Reflection high-energy electron diffraction is a Bragg case, in which the beams to be detected are those reflected from the bulk crystal surface. Owing to the strong interaction between the incident electron and the crystal atoms, multiple (or dynamical) scattering is very strong. Although the positions of RHEED beams can generally be predicted by kinematical scattering theory, quantitative analysis of RHEED patterns relies on dynamical calculations. In this chapter, we will first illustrate the quantum mechanical approach for electron diffraction. Then we will outline a few commonly used dynamical theories accompanied by some calculated results.

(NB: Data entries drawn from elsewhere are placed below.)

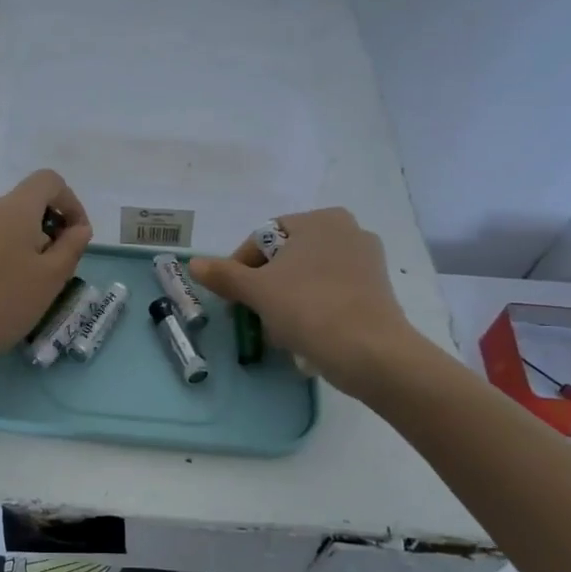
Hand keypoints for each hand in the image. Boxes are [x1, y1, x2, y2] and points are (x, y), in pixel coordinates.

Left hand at [0, 170, 92, 380]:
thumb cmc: (1, 301)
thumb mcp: (50, 278)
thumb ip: (71, 248)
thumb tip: (78, 228)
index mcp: (15, 207)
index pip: (49, 181)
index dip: (72, 203)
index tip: (78, 238)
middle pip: (29, 204)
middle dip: (52, 230)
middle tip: (59, 271)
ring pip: (11, 227)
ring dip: (32, 248)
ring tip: (35, 288)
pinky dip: (10, 257)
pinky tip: (8, 294)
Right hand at [190, 208, 420, 397]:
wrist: (369, 352)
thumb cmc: (308, 308)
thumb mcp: (257, 291)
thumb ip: (224, 275)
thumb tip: (193, 264)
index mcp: (319, 219)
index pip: (263, 238)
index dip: (240, 267)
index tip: (232, 298)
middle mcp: (348, 230)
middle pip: (287, 257)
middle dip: (266, 285)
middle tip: (252, 314)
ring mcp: (367, 260)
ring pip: (308, 276)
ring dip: (287, 298)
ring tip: (277, 329)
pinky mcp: (377, 290)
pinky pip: (332, 292)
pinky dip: (313, 307)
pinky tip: (305, 333)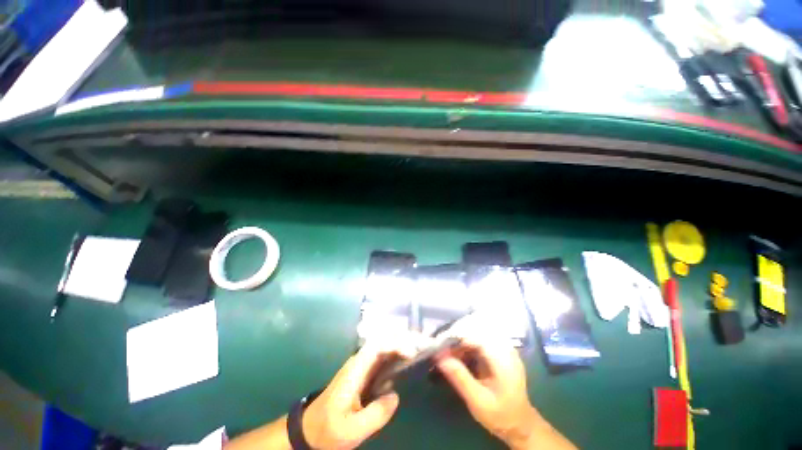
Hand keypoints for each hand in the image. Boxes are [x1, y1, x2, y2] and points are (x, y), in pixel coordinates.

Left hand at [301, 338, 415, 449]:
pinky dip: (397, 354)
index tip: (412, 353)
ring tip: (420, 349)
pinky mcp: (365, 372)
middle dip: (402, 339)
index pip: (377, 346)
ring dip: (401, 344)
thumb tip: (395, 394)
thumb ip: (376, 414)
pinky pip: (383, 357)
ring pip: (384, 346)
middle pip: (383, 340)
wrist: (311, 429)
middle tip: (422, 345)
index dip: (395, 344)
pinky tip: (407, 360)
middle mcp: (359, 362)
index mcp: (355, 370)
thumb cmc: (329, 429)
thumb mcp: (352, 430)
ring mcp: (362, 366)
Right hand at [436, 337, 544, 448]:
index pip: (477, 336)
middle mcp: (505, 349)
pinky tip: (458, 355)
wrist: (519, 424)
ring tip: (447, 353)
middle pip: (476, 332)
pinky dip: (466, 346)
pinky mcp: (498, 352)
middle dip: (457, 338)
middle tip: (441, 349)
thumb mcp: (478, 401)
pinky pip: (479, 341)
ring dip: (460, 342)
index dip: (457, 337)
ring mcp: (503, 349)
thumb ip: (460, 378)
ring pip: (476, 335)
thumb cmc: (500, 415)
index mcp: (504, 359)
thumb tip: (440, 357)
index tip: (440, 344)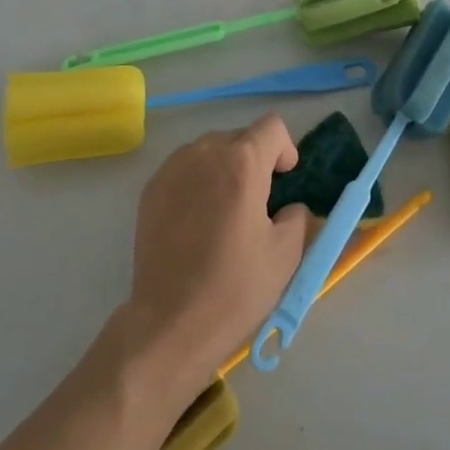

Based on the first-principles approach, we will consider the fundamental equation that governs the scattering of high-energy electrons in crystals. Before we show the mathematical description, it is important to consider the nature of the events that we are studying. The average distance between successive electrons that strike the crystal in a transmission electron microscope is about 0.2 mm (for 100 keV electrons) if the electron flux is on the order of 1012 s−1 This distance is much larger than the thickness (typically less than 0.5 μm) of the specimen, thus the interaction between any successive incident electrons is extremely weak. Therefore, the interaction between the incident beam and the crystal can be treated one electron at a time. In other words, electron diffraction theory is basically a single-electron scattering theory.

Strictly speaking, scattering of high-energy electrons obeys the Dirac equation. The Dirac equation contains not only the relativistic effects but also electron spin.